It’s 2:30 on a Thursday morning when four humvees, five Bradleys and a couple of minivans pull up in front of a two-story building in the Ghazalia district of western Baghdad. Bravo Company of the 91st Engineering Battalion is making a house call. The address is a suspected hideout of foreign fighters allied with Abu Mousab al-Zarqawi, thought to be the mastermind of the recent wave of insurgent violence. Bravo has been joined by some special-forces soldiers, and together they come barreling out of their vehicles, clamber over a metal gate and charge into the house.

They quickly realize this is a “dry hole”: the house is empty. The raid has awakened the neighbors, though, which allows Bravo Company leader Captain Michael Rainey to ask some questions. The house had indeed been occupied by foreigners, says an old man, but they left a few weeks ago. They had claimed to be students, but Rainey uncovers hand-drawn maps of the area that hint at a more sinister purpose.

The predawn operation is a reminder that last week’s handover of sovereignty doesn’t mean coalition forces have marched off into the sunset; they’re lurking just over the horizon. Across the capital last week, barbed wire and concrete barriers were hauled away, opening up some roads that have been blocked for a year or more for security reasons. Iraqi national guardsmen and police are taking over from coalition soldiers and MPs at many checkpoints and police stations.

But the coalition’s reduced footprint isn’t supposed to compromise their ability to get at the “anti-Iraqi forces”–military shorthand for homegrown insurgents and foreign terrorists. “The enemy will still feel our breath on his neck,” says Major General Peter Chiarelli, commander of the 1st Cavalry, the armored division responsible for the security of Baghdad. “We’ll make damn sure the bad guys know we’re still in the neighborhood.”

When 1st Cav is in the neighborhood, you can hardly miss it. From his headquarters at Camp Victory, a sprawling base 10 miles west of downtown Baghdad, Chiarelli commands seven brigades comprising 29,000 soldiers and several thousand humvees, Bradley vehicles and Abrams tanks. At any given time, several groups of vehicles are on patrol or conducting raids, raising a huge dust cloud and a god-awful din. The base abuts Baghdad’s most hostile districts, Khadra, Ghazalia and Abu Ghraib, which makes it a target of almost daily mortar attacks. Those areas are known to harbor al-Qaeda cells and secret bombmaking factories.

Flushing them out is the task of 1st Cav’s 2nd Brigade, a.k.a. the Black Jack Brigade. The commander, Colonel Michael Formica, is keenly aware that when al-Zarqawi brings his jihad to the Iraqi capital, these districts will supply fighters and support.

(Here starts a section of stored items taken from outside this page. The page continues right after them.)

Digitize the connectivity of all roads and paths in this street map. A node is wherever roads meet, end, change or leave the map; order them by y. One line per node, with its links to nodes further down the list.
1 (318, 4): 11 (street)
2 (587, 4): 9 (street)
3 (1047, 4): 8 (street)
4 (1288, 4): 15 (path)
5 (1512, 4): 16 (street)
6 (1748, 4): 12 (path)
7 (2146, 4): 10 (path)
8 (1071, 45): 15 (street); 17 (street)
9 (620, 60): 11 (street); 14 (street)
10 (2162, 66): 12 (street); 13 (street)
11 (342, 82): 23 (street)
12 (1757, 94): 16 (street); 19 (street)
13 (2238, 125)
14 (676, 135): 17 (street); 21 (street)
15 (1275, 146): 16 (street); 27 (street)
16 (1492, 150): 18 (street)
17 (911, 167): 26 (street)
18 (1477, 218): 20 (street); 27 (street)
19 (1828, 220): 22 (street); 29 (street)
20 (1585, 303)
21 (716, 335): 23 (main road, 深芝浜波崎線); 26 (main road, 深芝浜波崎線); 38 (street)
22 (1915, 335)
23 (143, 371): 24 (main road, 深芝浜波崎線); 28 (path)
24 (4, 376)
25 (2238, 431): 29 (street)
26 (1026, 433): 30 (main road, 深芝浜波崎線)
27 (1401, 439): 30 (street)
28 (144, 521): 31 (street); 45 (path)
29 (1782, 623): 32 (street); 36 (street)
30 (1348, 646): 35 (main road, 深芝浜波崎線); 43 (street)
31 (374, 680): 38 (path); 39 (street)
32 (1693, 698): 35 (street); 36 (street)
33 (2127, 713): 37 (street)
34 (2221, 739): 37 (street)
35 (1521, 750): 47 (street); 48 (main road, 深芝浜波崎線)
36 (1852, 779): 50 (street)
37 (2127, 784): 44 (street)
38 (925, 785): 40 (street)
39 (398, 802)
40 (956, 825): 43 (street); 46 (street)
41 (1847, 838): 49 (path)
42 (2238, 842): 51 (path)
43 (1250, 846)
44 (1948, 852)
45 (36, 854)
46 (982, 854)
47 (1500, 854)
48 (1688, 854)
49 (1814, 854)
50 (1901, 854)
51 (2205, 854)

As 1st Cavalry lowers its physical profile, commanders are relying more on technology to police their turf. First Cavalry is the first fighting unit to use a computer-based information system billed as, with the military’s characteristic immodesty, the Command Post of the Future, or CPOF. Much of what it does–and how it operates–is classified, but CPOF combines satellite imagery and digital maps with analytical software and constantly updated information from the field to give commanders a highly detailed view of their battle space. It allows Chiarelli to detect patterns in enemy activity and respond quickly. It also tells him, in real time, where his troops are and where there’s enemy activity.

But, as Bravo Company discovered on its raid, the latest technology is no match for that old data dictum known as GIGO: garbage in, garbage out. Commanders concede they have had little success getting intelligence about insurgent movements. Locals are often too hostile or afraid of reprisals to provide info. That’s where the new Iraqi forces are meant to come into the picture. “The Iraqis will be our eyes and ears,” says Lieut. General Thomas Metz, commander of the Multinational Corps in Iraq. “This is their country, these are their people.”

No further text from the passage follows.